Researchers find Iceman had brown eyes, blood type O and was lactose intolerant.

Since he was discovered in 1991, researchers from around the world have scanned, poked and sampled the 5,300 year-old mummified-man, known as Ötzi. 

Now, an international team of researchers have sequenced the entire genome of the Tyrolean Iceman, uncovering a plethora of information about his ancestry, identity and his health – he’s even stepped into record books as the oldest documented case of lyme disease in humans.

“We found that he belongs to a Y-haplogroup that originated in the near east and spread over Europe,” Albert Zink, study co-author and head of the Institute for Mummies and the Iceman in Bolzano, Italy told 

The Y-haplogroup traces the heritage through Ötzi’s father’s side.  His Y-haplogroup, G2a4-L91 has largely settled on islands in the Tyrrhenian Sea, just west of Italy, and was essentially diluted on the mainland populations as more groups moved across and settled in Europe.

“It remained in a high percentage, especially in Sardinia and Corscia,” Zink said. “It means the Sardinians and the Iceman have the same ancestor.” The same can be said about the people of Corsica.

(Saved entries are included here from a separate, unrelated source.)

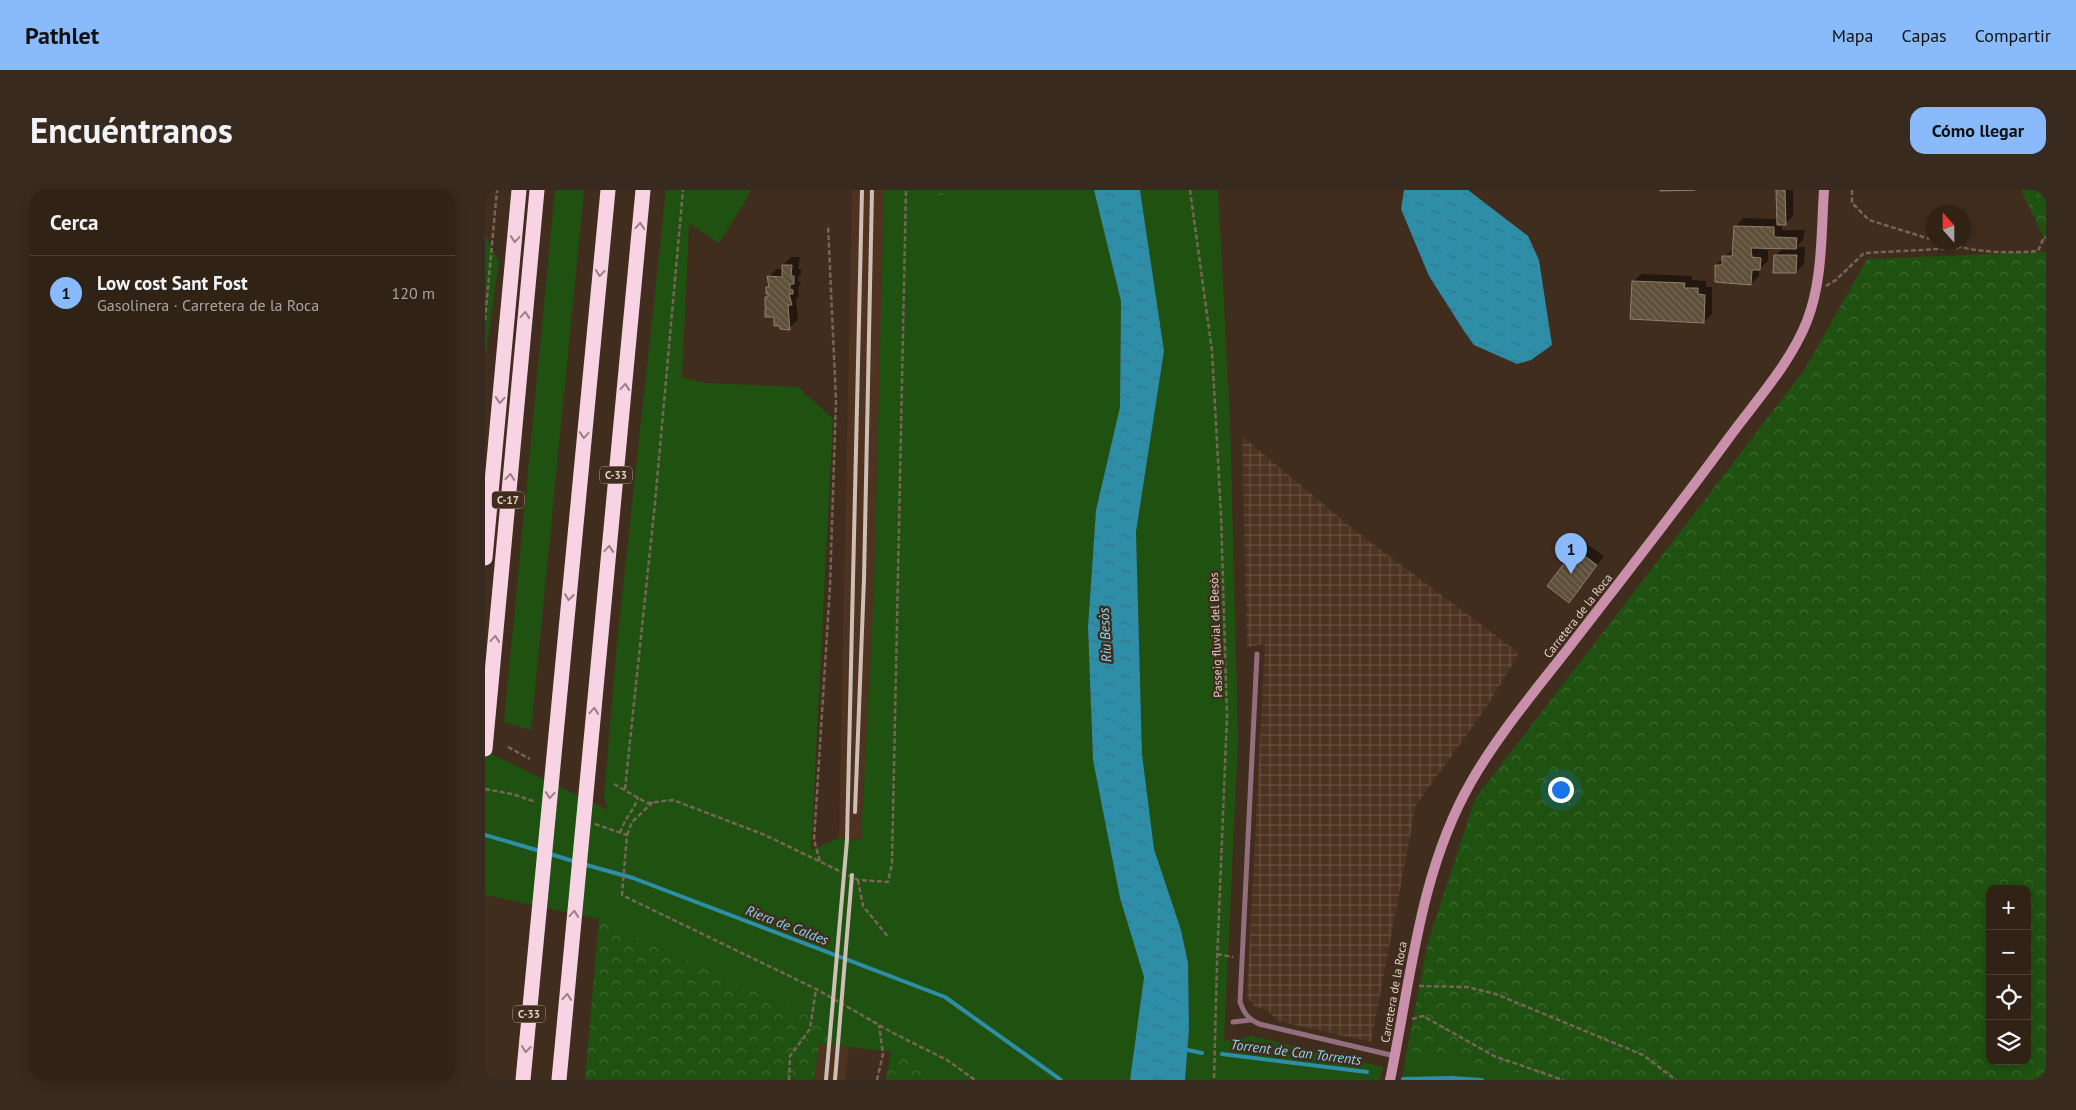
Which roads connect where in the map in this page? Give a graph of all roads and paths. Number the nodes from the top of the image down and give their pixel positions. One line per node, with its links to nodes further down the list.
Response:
1 (497, 190): 17 (path)
2 (519, 190): 18 (highway, C-17, one-way to 18)
3 (608, 190): 44 (highway, C-33, one-way to 44)
4 (643, 190): 45 (highway, C-33, one-way to 4)
5 (683, 190): 25 (path)
6 (906, 190): 33 (path)
7 (1190, 190): 35 (path, Passeig fluvial del Besòs)
8 (1824, 190): 16 (street, Carretera de la Roca)
9 (1852, 190): 12 (path)
10 (537, 191): 21 (highway, C-17, one-way to 10)
11 (828, 225): 32 (path)
12 (1926, 238)
13 (2046, 238): 14 (path)
14 (1971, 249)
15 (1926, 250): 16 (path)
16 (1816, 291): 37 (street, Carretera de la Roca)
17 (485, 320)
18 (485, 558)
19 (1257, 654): 36 (lane)
20 (507, 747): 22 (path)
21 (485, 749)
22 (530, 759)
23 (613, 784): 25 (path)
24 (485, 789): 28 (path)
25 (625, 789): 26 (path)
26 (638, 797): 27 (path); 30 (path)
27 (653, 802): 31 (path); 32 (path)
28 (539, 804)
29 (593, 823): 30 (path)
30 (620, 833): 31 (path)
31 (627, 835): 38 (path)
32 (820, 861): 33 (path)
33 (858, 880): 34 (path)
34 (889, 938)
35 (1217, 954): 36 (path); 49 (path, Passeig fluvial del Besòs)
36 (1242, 959): 39 (lane)
37 (1407, 986): 40 (street, Carretera de la Roca); 52 (path)
38 (816, 989): 42 (path); 46 (path)
39 (1251, 1020): 41 (lane); 43 (lane)
40 (1401, 1021): 43 (street, Carretera de la Roca); 51 (path)
41 (1233, 1022)
42 (879, 1025): 47 (path); 48 (path)
43 (1395, 1056): 50 (street, Carretera de la Roca)
44 (523, 1080)
45 (559, 1080)
46 (789, 1080)
47 (877, 1080)
48 (975, 1080)
49 (1214, 1080)
50 (1390, 1080)
51 (1563, 1080)
52 (1676, 1080)

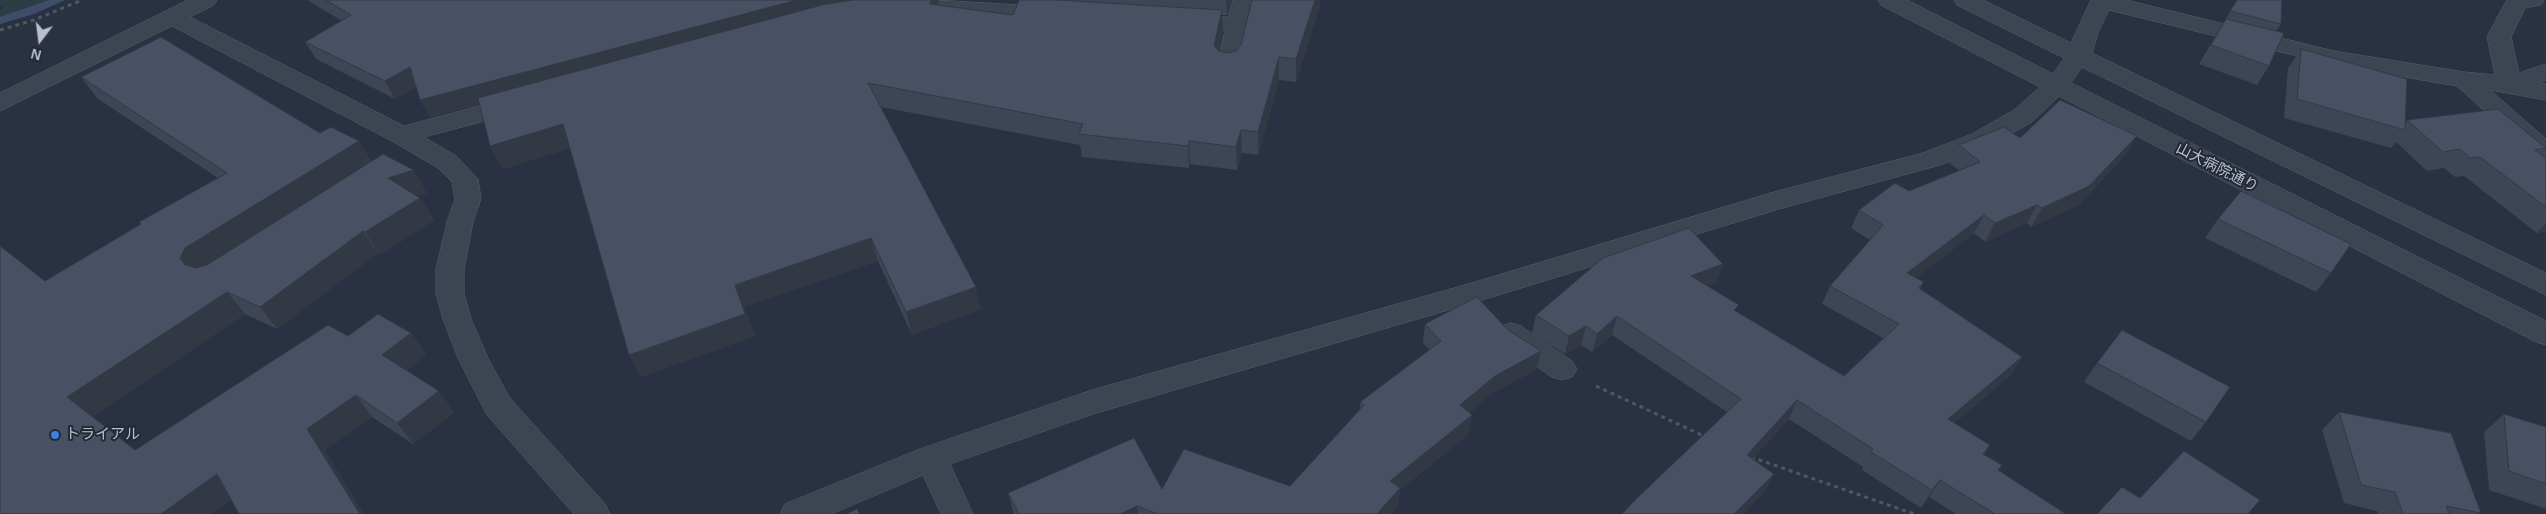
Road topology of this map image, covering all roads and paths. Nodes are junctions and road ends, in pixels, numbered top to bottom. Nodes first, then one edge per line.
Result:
1 (82, 0) edge
2 (206, 0) edge
3 (1244, 0) edge
4 (1889, 0) edge
5 (1965, 0) edge
6 (2103, 0) edge
7 (2519, 1) edge
8 (886, 8) edge
9 (1073, 15) edge
10 (173, 17) junction
11 (1161, 20) edge
12 (1238, 25) junction
13 (0, 30) edge
14 (2079, 55) junction
15 (1228, 67) edge
16 (2546, 72) edge
17 (2464, 80) junction
18 (2057, 84) junction
19 (2509, 84) junction
20 (2546, 92) edge
21 (542, 97) edge
22 (0, 103) edge
23 (411, 141) junction
24 (2546, 153) edge
25 (396, 163) edge
26 (2546, 285) edge
27 (1472, 293) junction
28 (2546, 334) edge
29 (1562, 369) joint
30 (1707, 438) edge
31 (1743, 454) edge
32 (931, 458) junction
33 (594, 514) edge
34 (796, 514) edge
35 (957, 514) edge
36 (1914, 514) edge

1 - 13 path
2 - 10 street
3 - 12 street
4 - 18 street, 山大病院通り
5 - 14 street
6 - 14 street
6 - 17 street
7 - 19 street
8 - 9 street
10 - 22 street
10 - 23 street
11 - 12 street
12 - 15 street
14 - 18 street
14 - 26 street
16 - 19 street
17 - 19 street
17 - 24 street
18 - 27 street
18 - 28 street, 山大病院通り
19 - 20 street
21 - 23 street
23 - 25 street
23 - 33 street
27 - 29 street
27 - 32 street
29 - 30 path
31 - 36 path
32 - 34 street
32 - 35 street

Previously, a sequence of Ötzi’s genome that traces the heritage of his mother, called mitochondrial DNA – which is housed in the cell’s energy factory – found Ötzi to be part of a new and rare mitochondria- haplogroup, called K1. 

When researchers compared that sequence data to theirs, they found a near-perfect match.

“It’s important to have these controls,” Zink said. “The big issue with analyzing ancient DNA is that you can have sample contamination.”  Because they got the same unique result from a different sample, they knew it was Ötzi they were sequencing and not someone previously in contact with him.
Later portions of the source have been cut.